» Task: Report how many lines below contain the word "Aspero", and give only that number.

» Entries provided:

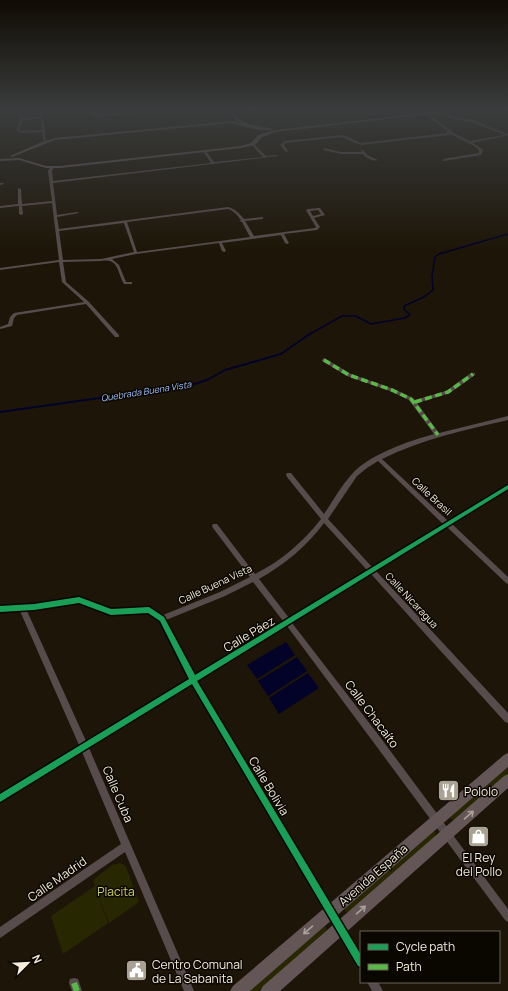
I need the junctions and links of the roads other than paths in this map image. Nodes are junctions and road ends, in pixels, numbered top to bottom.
1 (145, 157) edge
2 (209, 157) edge
3 (265, 157) edge
4 (371, 157) edge
5 (463, 157) edge
6 (0, 159) edge
7 (376, 160) dead end
8 (444, 160) dead end
9 (213, 163) junction
10 (52, 167) junction
11 (52, 182) junction
12 (19, 190) dead end
13 (53, 202) junction
14 (20, 205) junction
15 (0, 207) edge
16 (77, 213) dead end
17 (21, 214) dead end
18 (56, 216) junction
19 (312, 216) dead end
20 (262, 218) dead end
21 (242, 220) junction
22 (125, 221) junction
23 (57, 230) junction
24 (282, 234) junction
25 (253, 238) junction
26 (220, 242) junction
27 (287, 243) dead end
28 (224, 251) dead end
29 (136, 253) junction
30 (101, 260) junction
31 (61, 261) junction
32 (0, 269) edge
33 (131, 283) dead end
34 (87, 303) junction
35 (0, 328) edge
36 (116, 336) dead end
37 (324, 360) dead end
38 (473, 374) dead end
39 (415, 402) junction
40 (508, 418) edge
41 (438, 435) junction
42 (378, 458) junction
43 (289, 474) dead end
44 (508, 487) edge
45 (324, 519) junction
46 (448, 524) junction
47 (215, 526) dead end
48 (371, 571) junction
49 (255, 578) junction
50 (508, 581) edge
51 (22, 608) junction
52 (0, 610) edge
53 (162, 619) junction
54 (288, 622) junction
55 (193, 680) junction
56 (508, 719) edge
57 (84, 746) junction
58 (508, 759) edge
59 (508, 780) edge
60 (0, 798) edge
61 (436, 820) junction
62 (447, 834) junction
63 (127, 844) junction
64 (331, 911) junction
65 (508, 917) edge
66 (340, 928) junction
67 (0, 933) edge
68 (360, 961) edge
69 (189, 991) edge
70 (238, 991) edge
71 (268, 991) edge

1 - 10 street
2 - 9 street
3 - 9 street
4 - 7 street
5 - 8 street
6 - 10 street
9 - 11 street
10 - 11 street
11 - 13 street
12 - 14 street
13 - 14 street
13 - 18 street
14 - 15 street
14 - 17 street
16 - 18 street
18 - 23 street
19 - 24 street
20 - 21 street
21 - 22 street
21 - 25 street
22 - 23 street
22 - 29 street
23 - 31 street
24 - 25 street
24 - 27 street
25 - 26 street
26 - 28 street
26 - 29 street
29 - 30 street
30 - 31 street
30 - 33 street
31 - 32 street
31 - 34 street
34 - 35 street
34 - 36 street
37 - 39 street
38 - 39 street
39 - 41 street
40 - 41 street, Calle Buena Vista
41 - 42 street, Calle Buena Vista
42 - 45 street, Calle Buena Vista
42 - 46 street, Calle Brasil
43 - 45 street, Calle Nicaragua
44 - 46 street, Calle Páez
45 - 48 street, Calle Nicaragua
45 - 49 street, Calle Buena Vista
46 - 48 street, Calle Páez
46 - 50 street, Calle Brasil
47 - 49 street, Calle Chacaíto
48 - 54 street, Calle Páez
48 - 56 street, Calle Nicaragua
49 - 53 street, Calle Buena Vista
49 - 54 street, Calle Chacaíto
51 - 52 street
51 - 53 street
51 - 57 street, Calle Cuba
53 - 55 street, Calle Bolivia
54 - 55 street, Calle Páez
54 - 61 street, Calle Chacaíto
55 - 57 street, Calle Páez
55 - 64 street, Calle Bolivia
57 - 60 street, Calle Páez
57 - 63 street, Calle Cuba
58 - 61 street, Avenida España
62 -> 59 street, Avenida España
61 - 62 street, Calle Chacaíto
61 - 64 street, Avenida España
62 - 65 street, Calle Chacaíto
66 -> 62 street, Avenida España
63 - 67 street, Calle Madrid
63 - 69 street, Calle Cuba
64 - 66 street, Calle Bolivia
64 -> 70 street, Avenida España
66 - 68 street, Calle Bolivia
66 - 71 street, Avenida España

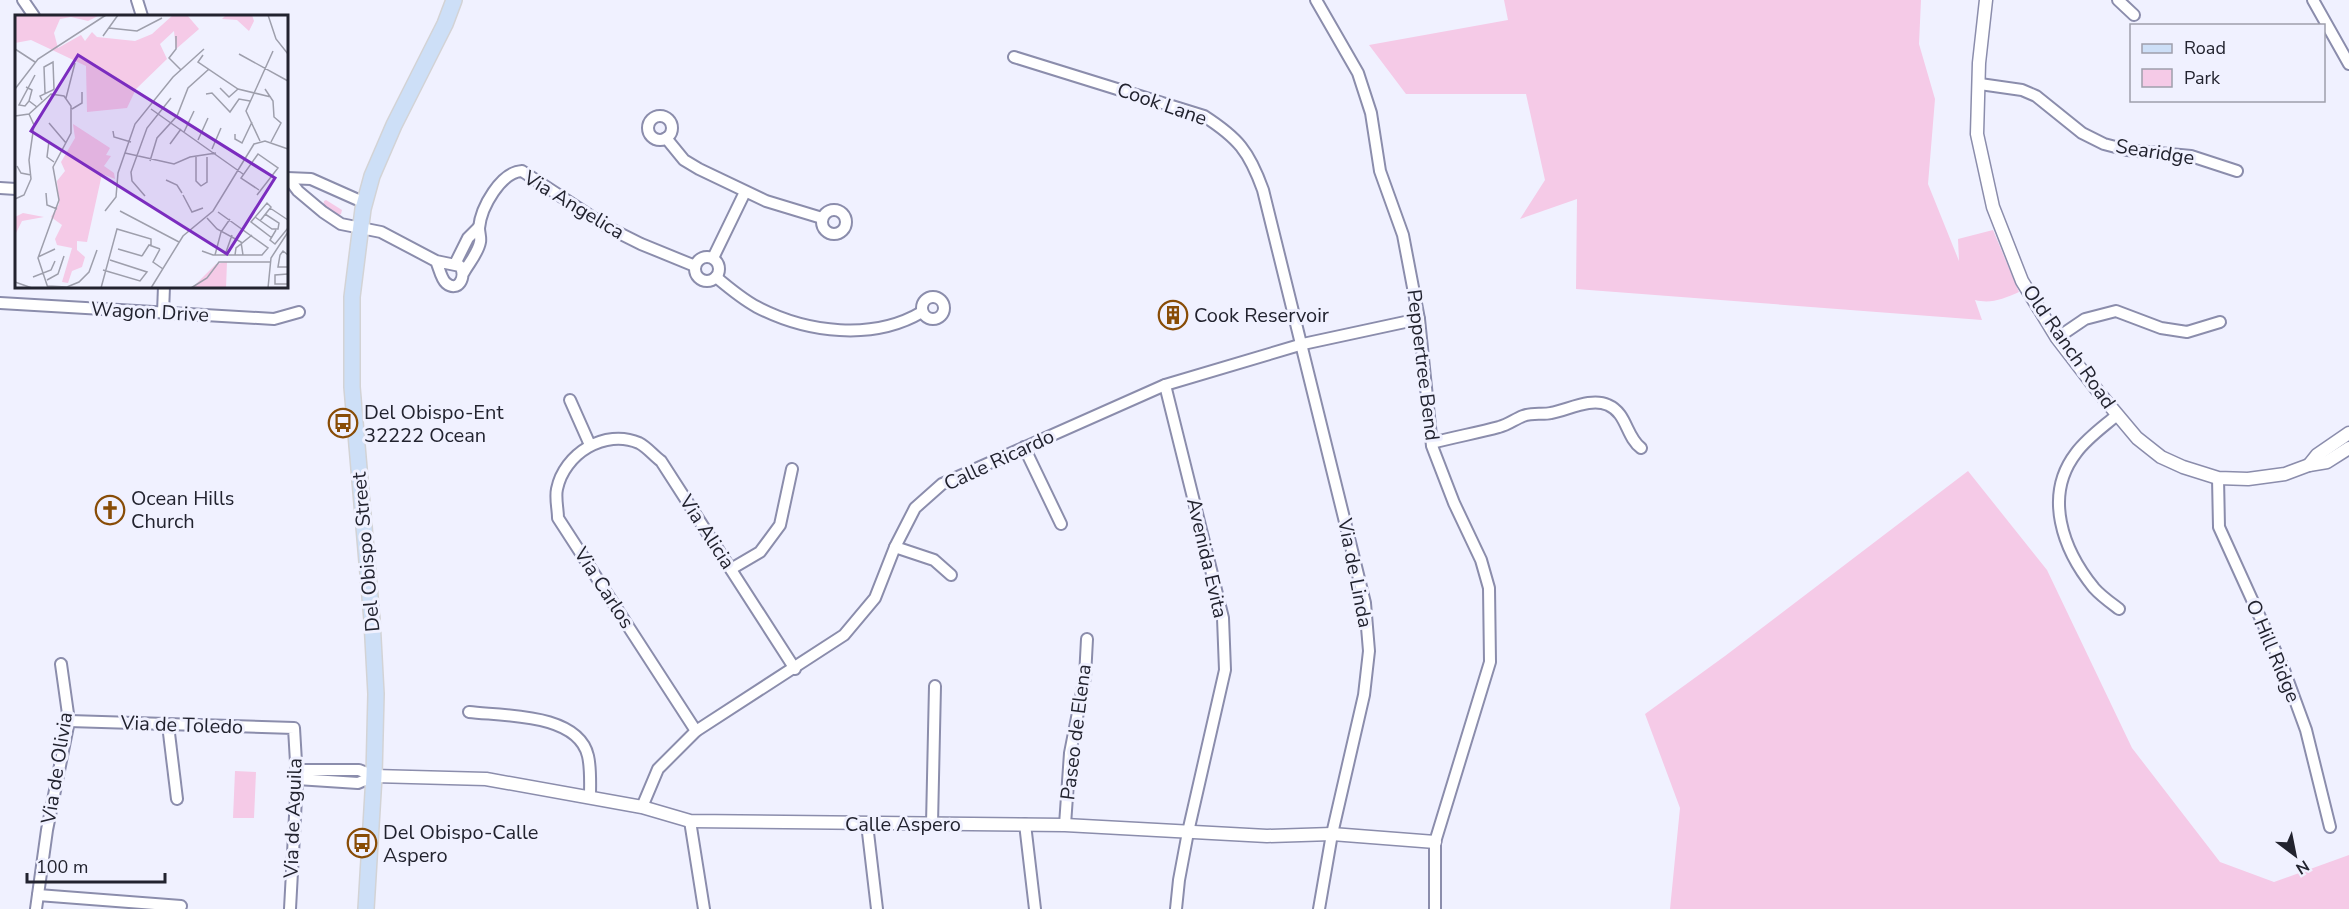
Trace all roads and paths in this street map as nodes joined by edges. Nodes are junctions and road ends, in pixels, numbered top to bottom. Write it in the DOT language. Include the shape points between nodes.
graph roads {
  1 [pos="23,0"];
  2 [pos="137,0"];
  3 [pos="454,0"];
  4 [pos="1316,0"];
  5 [pos="1986,0"];
  6 [pos="2118,0"];
  7 [pos="2313,0"];
  8 [pos="33,15"];
  9 [pos="142,15"];
  10 [pos="2134,15"];
  11 [pos="1014,57"];
  12 [pos="2349,64"];
  13 [pos="1980,84"];
  14 [pos="666,138"];
  15 [pos="2236,171"];
  16 [pos="288,179"];
  17 [pos="0,188"];
  18 [pos="15,189"];
  19 [pos="745,192"];
  20 [pos="365,203"];
  21 [pos="822,218"];
  22 [pos="361,228"];
  23 [pos="713,258"];
  24 [pos="435,261"];
  25 [pos="695,266"];
  26 [pos="460,268"];
  27 [pos="716,277"];
  28 [pos="164,288"];
  29 [pos="0,303"];
  30 [pos="299,312"];
  31 [pos="922,312"];
  32 [pos="163,313"];
  33 [pos="1419,319"];
  34 [pos="2220,322"];
  35 [pos="2057,338"];
  36 [pos="1303,344"];
  37 [pos="1165,386"];
  38 [pos="570,400"];
  39 [pos="2116,415"];
  40 [pos="2349,433"];
  41 [pos="1432,443"];
  42 [pos="590,445"];
  43 [pos="1024,447"];
  44 [pos="2349,447"];
  45 [pos="1641,448"];
  46 [pos="2309,465"];
  47 [pos="792,469"];
  48 [pos="2218,478"];
  49 [pos="1061,525"];
  50 [pos="895,547"];
  51 [pos="731,569"];
  52 [pos="951,575"];
  53 [pos="2119,609"];
  54 [pos="1087,639"];
  55 [pos="61,664"];
  56 [pos="795,669"];
  57 [pos="935,686"];
  58 [pos="469,712"];
  59 [pos="69,722"];
  60 [pos="168,725"];
  61 [pos="294,728"];
  62 [pos="696,731"];
  63 [pos="296,775"];
  64 [pos="374,776"];
  65 [pos="590,797"];
  66 [pos="177,799"];
  67 [pos="642,807"];
  68 [pos="690,820"];
  69 [pos="867,824"];
  70 [pos="932,824"];
  71 [pos="1025,824"];
  72 [pos="1065,825"];
  73 [pos="2330,827"];
  74 [pos="1188,832"];
  75 [pos="1332,834"];
  76 [pos="1435,843"];
  77 [pos="38,895"];
  78 [pos="181,906"];
  79 [pos="36,909"];
  80 [pos="290,909"];
  81 [pos="366,909"];
  82 [pos="704,909"];
  83 [pos="877,909"];
  84 [pos="1035,909"];
  85 [pos="1176,909"];
  86 [pos="1319,909"];
  87 [pos="1435,909"];
  1 -- 8 [label="street"];
  2 -- 9 [label="street"];
  3 -- 20 [label="main road, Del Obispo Street" via="394,125"];
  4 -- 33 [label="street, Peppertree Bend" via="1358,72 1371,113 1380,171 1403,235"];
  5 -- 13 [label="street, Old Ranch Road"];
  6 -- 10 [label="street"];
  7 -- 12 [label="street"];
  11 -- 36 [label="street, Cook Lane" via="1195,112 1228,131 1247,153 1263,190"];
  13 -- 15 [label="street, Searidge" via="2013,88 2036,96 2082,133 2104,144 2191,156"];
  13 -- 35 [label="street, Old Ranch Road" via="1977,134 1993,207 2022,281"];
  14 -- 19 [label="street" via="684,160"];
  16 -- 20 [label="street" via="311,179"];
  16 -- 22 [label="street" via="323,212 341,224"];
  17 -- 18 [label="street"];
  19 -- 21 [label="street"];
  19 -- 23 [label="street"];
  20 -- 22 [label="main road, Del Obispo Street"];
  22 -- 24 [label="street" via="381,231"];
  22 -- 64 [label="main road, Del Obispo Street" via="352,297 352,387 372,620 376,694"];
  23 -- 25 [label="street" via="702,258"];
  23 -- 27 [label="street" via="718,263"];
  24 -- 26 [label="street"];
  24 -- 26 [label="street" via="447,285 460,284 464,279"];
  25 -- 26 [label="street, Via Angelica" via="609,228 522,171 514,171 500,183 487,204 479,227 480,242"];
  25 -- 27 [label="street, Via Angelica" via="702,280"];
  27 -- 31 [label="street, Via Angelica" via="757,307 803,325 867,329 906,321"];
  28 -- 32 [label="street"];
  29 -- 32 [label="street, Wagon Drive"];
  30 -- 32 [label="street, Wagon Drive" via="274,319"];
  33 -- 36 [label="street, Calle Ricardo"];
  33 -- 41 [label="street, Peppertree Bend"];
  34 -- 35 [label="street" via="2187,332 2161,328 2116,311 2085,319"];
  35 -- 39 [label="street, Old Ranch Road"];
  36 -- 37 [label="street, Calle Ricardo"];
  36 -- 75 [label="street, Via de Linda" via="1365,603 1369,651 1364,695"];
  37 -- 43 [label="street, Calle Ricardo"];
  37 -- 74 [label="street, Avenida Evita" via="1223,618 1225,670"];
  38 -- 42 [label="street"];
  39 -- 48 [label="street, Old Ranch Road" via="2161,457"];
  39 -- 53 [label="street" via="2077,452 2068,466 2062,481 2059,513 2062,534 2079,566 2095,590"];
  40 -- 46 [label="street, Old Ranch Road"];
  41 -- 45 [label="street" via="1497,428 1527,415 1601,403 1618,412"];
  41 -- 76 [label="street, Peppertree Bend" via="1481,560 1489,588 1491,618 1490,662"];
  42 -- 51 [label="street, Via Alicia" via="613,438 639,443 661,461"];
  42 -- 62 [label="street, Via Carlos" via="567,464 557,490 558,518"];
  43 -- 49 [label="street"];
  43 -- 50 [label="street, Calle Ricardo" via="942,484 915,508"];
  44 -- 46 [label="street, Old Ranch Road" via="2327,462"];
  46 -- 48 [label="street, Old Ranch Road" via="2285,474"];
  47 -- 51 [label="street" via="780,525 760,552"];
  48 -- 73 [label="street, O Hill Ridge" via="2219,528 2288,680 2306,730"];
  50 -- 52 [label="street" via="934,560"];
  50 -- 56 [label="street, Calle Ricardo" via="875,598 844,636"];
  51 -- 56 [label="street, Via Alicia"];
  54 -- 72 [label="street, Paseo de Elena" via="1085,677 1070,753"];
  55 -- 59 [label="street, Via de Olivia"];
  56 -- 62 [label="street, Calle Ricardo"];
  57 -- 70 [label="street"];
  58 -- 65 [label="street" via="552,722 573,732 588,754"];
  59 -- 60 [label="street, Via de Toledo"];
  59 -- 77 [label="street, Via de Olivia"];
  60 -- 61 [label="street, Via de Toledo"];
  60 -- 66 [label="street"];
  61 -- 63 [label="street, Via de Aguila"];
  62 -- 67 [label="street, Calle Ricardo" via="658,769"];
  63 -- 64 [label="street, Calle Aspero" via="358,783"];
  63 -- 80 [label="street, Via de Aguila"];
  64 -- 65 [label="street, Calle Aspero" via="486,779"];
  64 -- 81 [label="main road, Del Obispo Street"];
  65 -- 67 [label="street, Calle Aspero"];
  67 -- 68 [label="street, Calle Aspero"];
  68 -- 69 [label="street, Calle Aspero"];
  68 -- 82 [label="street"];
  69 -- 70 [label="street, Calle Aspero"];
  69 -- 83 [label="street"];
  70 -- 71 [label="street, Calle Aspero"];
  71 -- 72 [label="street, Calle Aspero"];
  71 -- 84 [label="street"];
  72 -- 74 [label="street, Calle Aspero"];
  74 -- 75 [label="street, Calle Aspero"];
  74 -- 85 [label="street, Avenida Evita"];
  75 -- 76 [label="street, Calle Aspero"];
  75 -- 86 [label="street, Via de Linda"];
  76 -- 87 [label="street, Peppertree Bend"];
  77 -- 78 [label="street"];
  77 -- 79 [label="street, Via de Olivia"];
}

» Expected output: 11